Communications Litigation Today was a Warren News publication.
Talks Begin Next Week

EU Council Negotiating Stance on Data Protection Rules Dismays Many

EU governments agreed on a general approach on data protection reform, paving the way for talks with the European Parliament and Commission that are set to begin June 24. The text would enshrine the "right to be forgotten" and set limits on the use of online profiling. The European Parliament, which adopted its own position in March 2014 (see 1403130077), said it's ready to tackle what it expects will be tough negotiations. The Justice and Home Affairs (JHA) Council's consensus prompted concerns from high-tech, digital advertising, consumer and privacy groups, but strong backing from telecom and mobile operators.

Besides giving data subjects more control over and access to personal data, the JHA text aims to create one set of rules that apply to European and non-European companies offering online services, the Council said Monday. Governments approved the concept of a one-stop-shop mechanism to let businesses with subsidiaries in several EU countries deal with the data protection authority in the place where they're established. The proposal would require data controllers to report personal data breaches to authorities and those significantly affected.
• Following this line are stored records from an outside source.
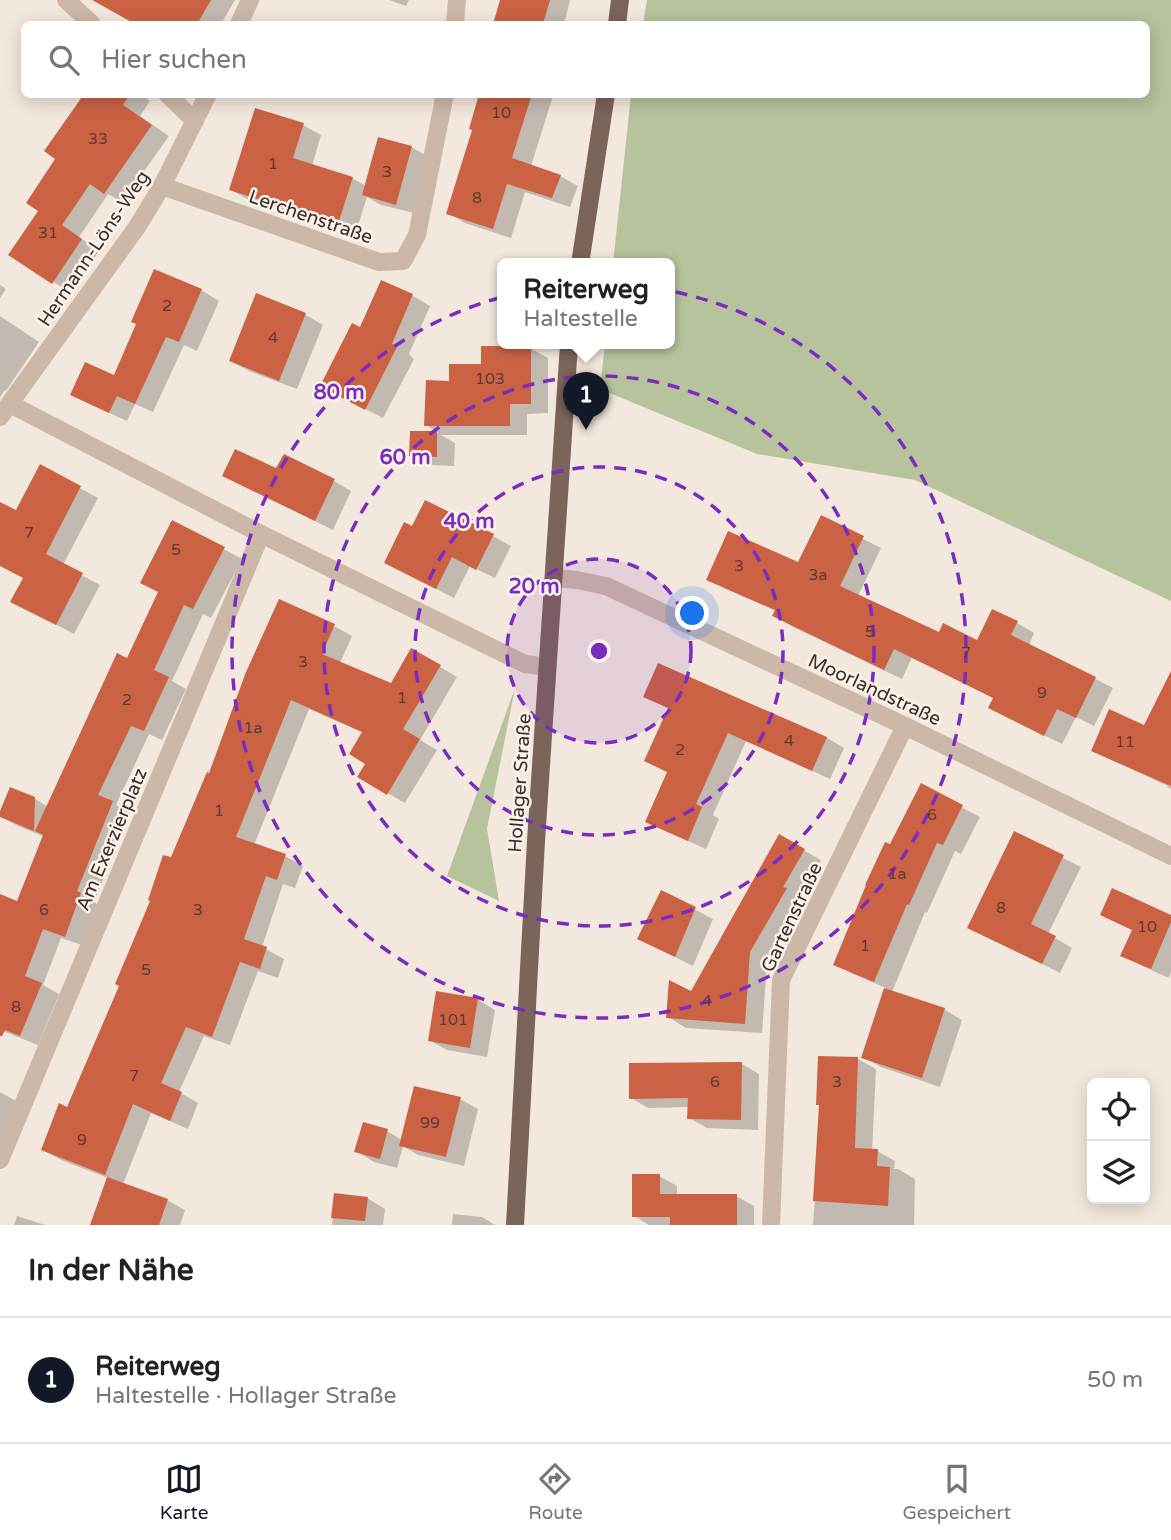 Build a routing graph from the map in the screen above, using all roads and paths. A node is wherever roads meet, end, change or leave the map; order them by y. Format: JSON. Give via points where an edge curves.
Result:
{"nodes":[{"id":1,"x":66,"y":0,"type":"edge"},
{"id":2,"x":250,"y":0,"type":"edge"},
{"id":3,"x":457,"y":0,"type":"edge"},
{"id":4,"x":620,"y":0,"type":"edge"},
{"id":5,"x":89,"y":21,"type":"edge"},
{"id":6,"x":240,"y":21,"type":"edge"},
{"id":7,"x":455,"y":21,"type":"edge"},
{"id":8,"x":617,"y":21,"type":"edge"},
{"id":9,"x":171,"y":98,"type":"edge"},
{"id":10,"x":206,"y":98,"type":"edge"},
{"id":11,"x":444,"y":98,"type":"edge"},
{"id":12,"x":605,"y":98,"type":"edge"},
{"id":13,"x":195,"y":121,"type":"junction"},
{"id":14,"x":162,"y":186,"type":"junction"},
{"id":15,"x":581,"y":258,"type":"edge"},
{"id":16,"x":569,"y":349,"type":"edge"},
{"id":17,"x":5,"y":410,"type":"edge"},
{"id":18,"x":261,"y":534,"type":"junction"},
{"id":19,"x":555,"y":578,"type":"junction"},
{"id":20,"x":547,"y":667,"type":"junction"},
{"id":21,"x":905,"y":726,"type":"junction"},
{"id":22,"x":1171,"y":856,"type":"edge"},
{"id":23,"x":0,"y":1160,"type":"edge"},
{"id":24,"x":515,"y":1225,"type":"edge"},
{"id":25,"x":771,"y":1225,"type":"edge"}],
"edges":[{"from":1,"to":5,"type":"street"},
{"from":2,"to":6,"type":"street"},
{"from":3,"to":7,"type":"street"},
{"from":4,"to":8,"type":"main road"},
{"from":9,"to":13,"type":"street"},
{"from":10,"to":13,"type":"street","name":"Hermann-Löns-Weg"},
{"from":11,"to":14,"type":"street","name":"Lerchenstraße","via":[[417,235],[404,261],[379,262]]},
{"from":12,"to":15,"type":"main road"},
{"from":13,"to":14,"type":"street","name":"Hermann-Löns-Weg"},
{"from":14,"to":17,"type":"street","name":"Hermann-Löns-Weg"},
{"from":16,"to":19,"type":"main road","name":"Hollager Straße"},
{"from":17,"to":18,"type":"street"},
{"from":18,"to":20,"type":"street","via":[[525,664]]},
{"from":18,"to":23,"type":"street","name":"Am Exerzierplatz"},
{"from":19,"to":20,"type":"main road","name":"Hollager Straße"},
{"from":19,"to":21,"type":"street","name":"Moorlandstraße","via":[[606,586]]},
{"from":20,"to":24,"type":"main road","name":"Hollager Straße"},
{"from":21,"to":22,"type":"street","name":"Moorlandstraße"},
{"from":21,"to":25,"type":"street","name":"Gartenstraße","via":[[781,980]]}]} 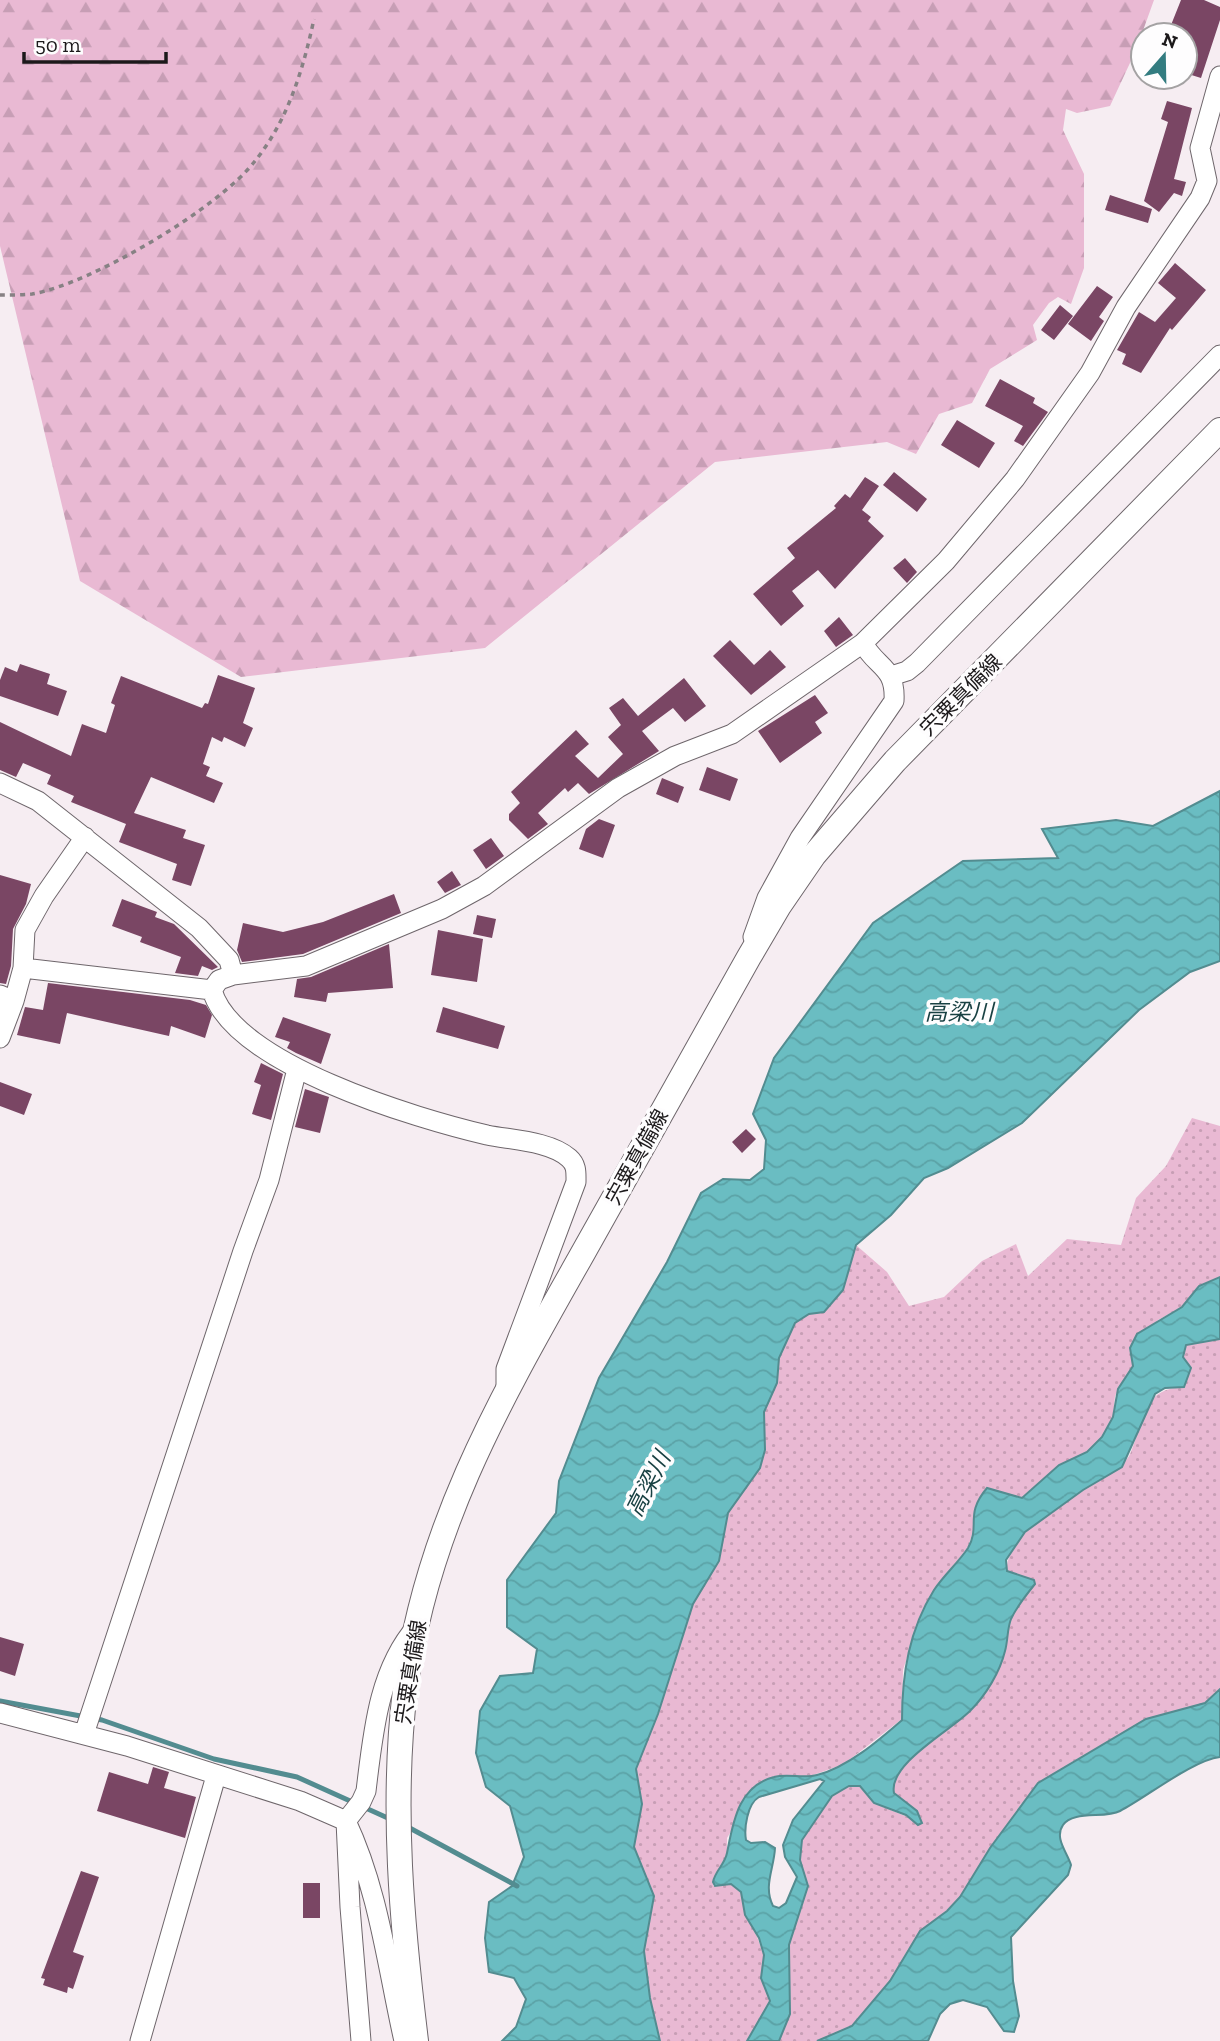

It would require that data not be sent outside the EU until the EC, with the involvement of EU members and the European Parliament, decides whether a country's level of data protection is adequate or there are other safeguards in place.

"After a year of stalling, it is encouraging that we can finally push ahead" with data protection reform, said Member of the European Parliament (MEP) Jan Philipp Albrecht, of Germany and the Group of the Greens/European Free Alliance. Clear differences remain between the Council and Parliament, particularly on issues of consumer rights and business obligations, he said. MEP Claude Moraes, of the U.K. and the Socialists & Democrats and who will lead the "trilogue" talks, said they will be difficult. Lawmakers want results by year end, he said.

Negotiators must resolve many issues, said DigitalEurope, which represents the digital tech sector. Revamping data protection rules could either hamper the digital economy by failing to create legal certainty or boost it by ensuring that certainty, emailed DigitalEurope Director General John Higgins. "As we move closer to the trilogue discussion the regulation could go either way." DigitalEurope is concerned that the Council-approved text "is too broad and could restrict many legitimate organisations' business models," Higgins said. The regulation should restrict only harmful profiling, he added.

Ministers' version of new privacy rules "could hamper the data-driven advertising that funds much of the Internet," said the Interactive Advertising Bureau Europe. IAB members are worried about several proposals in the Council text, IAB said. The language appears to put additional restrictions on companies' ability to process data, which would make the new rules tougher than current ones, it said. Several provisions taken together might outlaw the processing of aggregated customer data that gives advertisers crucial information about the effectiveness of their ads, it said.

Future regulations must enable digital ads to fund the informational, educational, entertainment and e-commerce services European users enjoy online at little or no cost, IAB said. A major concern is the issue of processing pseudonymous data for digital ad-related purposes, it said. Pseudonymized data includes randomly assigned online identifiers, cookies and Internet Protocol addresses that by definition can't identify a data subject, it said. Companies need to measure how their digital ad campaigns are executed and performing to make better use of advertising budgets and offer more revenue per unit to Web publishers, it said. Pseudonymous data must be collected and used to enable the execution, recording and reporting of online ad transactions, said IAB.

At stake for consumers is ensuring that businesses' "legitimate grounds" for retaining information don't become legal loopholes, giving consumers a right not to be subject to online profiling, ensuring that victims of large data breaches can seek redress and making sure that the legal meaning of "personal data" includes information such as location data or IP addresses, said the European Consumer Organisation (BEUC). A BEUC spokesman said overhaul of the data protection framework rests largely on "legitimate interests." It's a business' legitimate interests in personal data that will define whether the much trumpeted consumer protections in the proposal kick in, he said. If the trilogue sets sure boundaries for what online traders really need in terms of consumers' personal information and what they can do with it, Europe will be able to responsibly balance consumer and business rights regarding profiling, digital ads and deletion rights, he said.

The Council agreement is "a brazen effort" to destroy Europe's world-leading approach to data protection and privacy, said European Digital Rights Executive Director Joe McNamee. The proposal "moves from data minimization to 'non-excessive' data processing," EDRi said. That gives data controllers room to collect more information than necessary, it said. EDRi worries about the processing and sharing of pseudonomized health data, which it said could let results be reconnected to individuals later on, or combined with other data sets.

Telecom operators applauded the Council approach, which they said will help level the playing field for all players regardless of sector or geographic location. "It is important that consumers are able to enjoy consistent privacy standards and experiences regardless of the technologies, infrastructure, business models and data flows involved," said the European Telecommunications Network Operators' Association and the GSM Association.